(TASK DATA Opens)

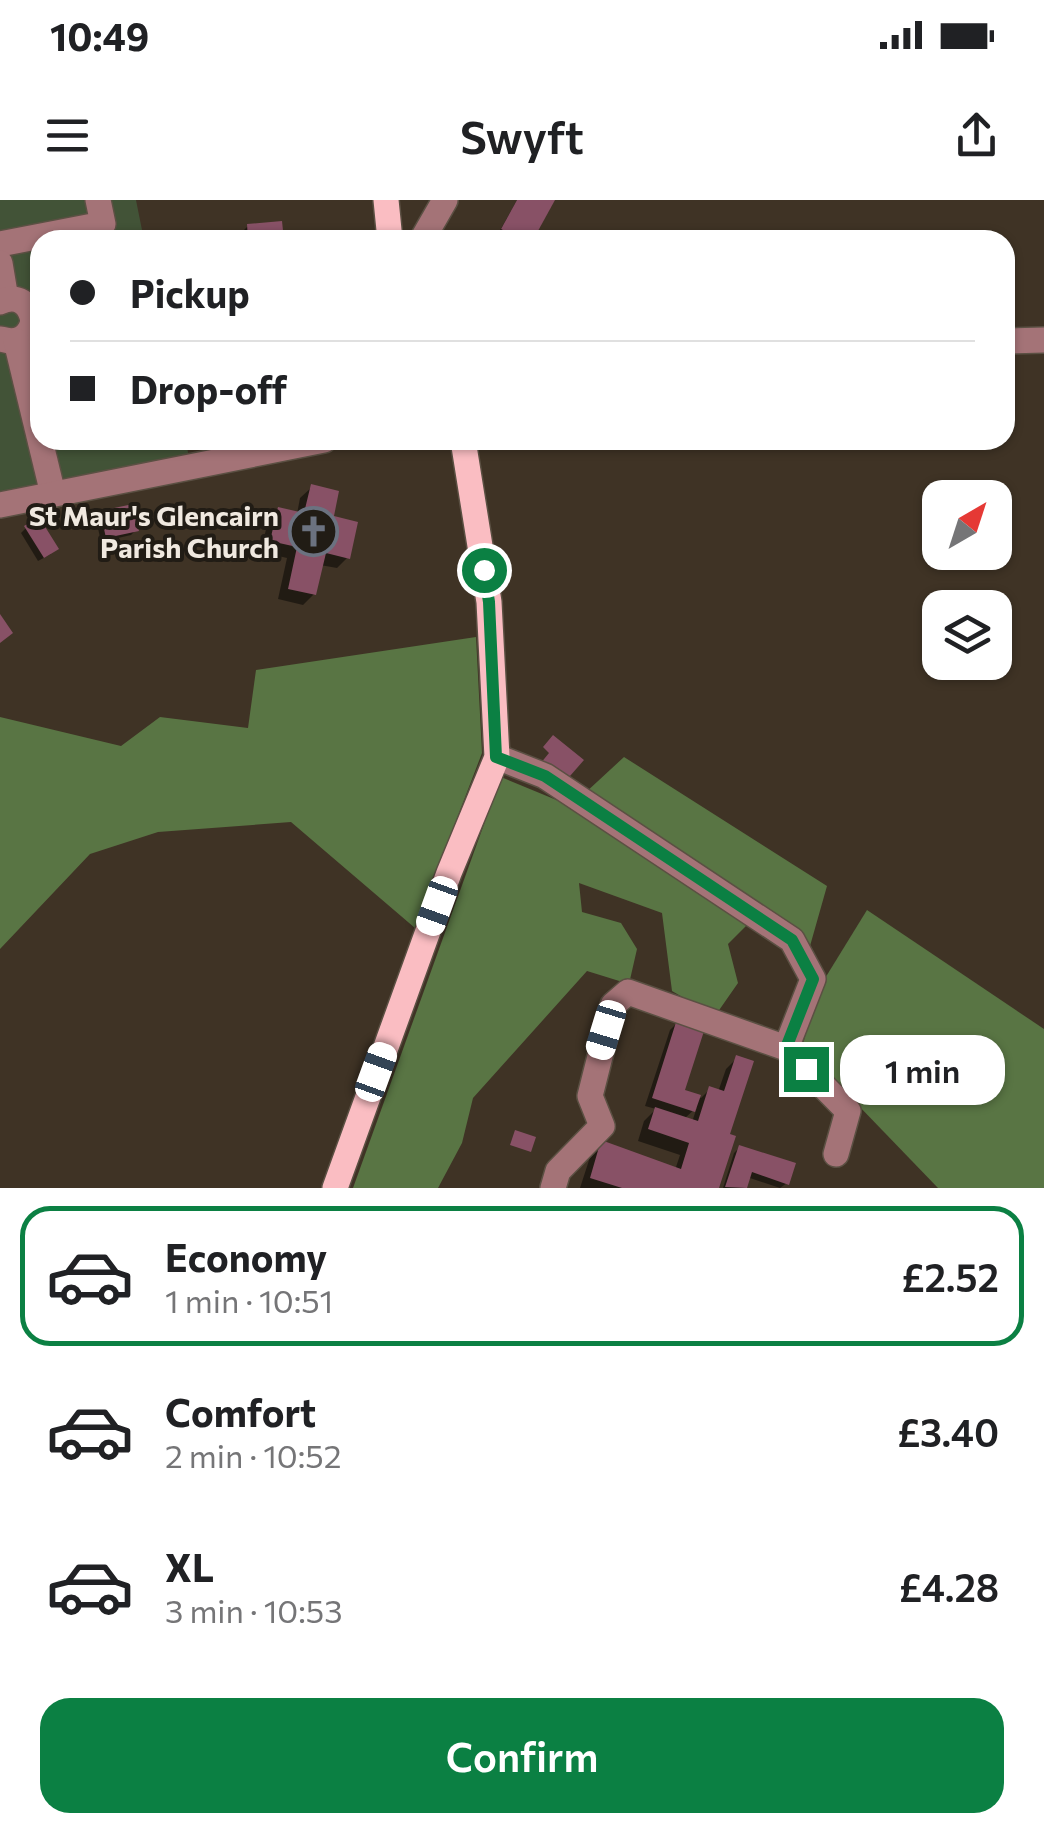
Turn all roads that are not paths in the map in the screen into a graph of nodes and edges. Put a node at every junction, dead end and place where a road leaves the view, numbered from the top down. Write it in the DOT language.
graph roads {
  1 [pos="98,200"];
  2 [pos="386,200"];
  3 [pos="445,200"];
  4 [pos="72,230"];
  5 [pos="389,230"];
  6 [pos="428,230"];
  7 [pos="30,238"];
  8 [pos="0,244"];
  9 [pos="0,263"];
  10 [pos="3,300"];
  11 [pos="30,312"];
  12 [pos="8,340"];
  13 [pos="1044,340"];
  14 [pos="1015,341"];
  15 [pos="30,415"];
  16 [pos="40,450"];
  17 [pos="274,450"];
  18 [pos="465,450"];
  19 [pos="53,494"];
  20 [pos="0,505"];
  21 [pos="496,757"];
  22 [pos="786,1048"];
  23 [pos="836,1154"];
  24 [pos="335,1188"];
  25 [pos="553,1188"];
  1 -- 4 [label="street"];
  2 -- 5 [label="main road"];
  3 -- 6 [label="street"];
  7 -- 8 [label="street"];
  9 -- 10 [label="street"];
  10 -- 11 [label="street"];
  12 -- 15 [label="street"];
  13 -- 14 [label="street"];
  16 -- 19 [label="street"];
  17 -- 19 [label="street"];
  18 -- 21 [label="main road"];
  19 -- 20 [label="street"];
  21 -- 22 [label="street"];
  21 -- 24 [label="main road"];
  22 -- 23 [label="street"];
  22 -- 25 [label="street"];
}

(TASK DATA Closes)

● **AIM OF THE TASK**:
Return all of the material exactly, without pictures.

● **ANSWER TO THIS TASK**:
Turn all roads that are not paths in the map in the screen into a graph of nodes and edges. Put a node at every junction, dead end and place where a road leaves the view, numbered from the top down. Write it in the DOT language.
graph roads {
  1 [pos="98,200"];
  2 [pos="386,200"];
  3 [pos="445,200"];
  4 [pos="72,230"];
  5 [pos="389,230"];
  6 [pos="428,230"];
  7 [pos="30,238"];
  8 [pos="0,244"];
  9 [pos="0,263"];
  10 [pos="3,300"];
  11 [pos="30,312"];
  12 [pos="8,340"];
  13 [pos="1044,340"];
  14 [pos="1015,341"];
  15 [pos="30,415"];
  16 [pos="40,450"];
  17 [pos="274,450"];
  18 [pos="465,450"];
  19 [pos="53,494"];
  20 [pos="0,505"];
  21 [pos="496,757"];
  22 [pos="786,1048"];
  23 [pos="836,1154"];
  24 [pos="335,1188"];
  25 [pos="553,1188"];
  1 -- 4 [label="street"];
  2 -- 5 [label="main road"];
  3 -- 6 [label="street"];
  7 -- 8 [label="street"];
  9 -- 10 [label="street"];
  10 -- 11 [label="street"];
  12 -- 15 [label="street"];
  13 -- 14 [label="street"];
  16 -- 19 [label="street"];
  17 -- 19 [label="street"];
  18 -- 21 [label="main road"];
  19 -- 20 [label="street"];
  21 -- 22 [label="street"];
  21 -- 24 [label="main road"];
  22 -- 23 [label="street"];
  22 -- 25 [label="street"];
}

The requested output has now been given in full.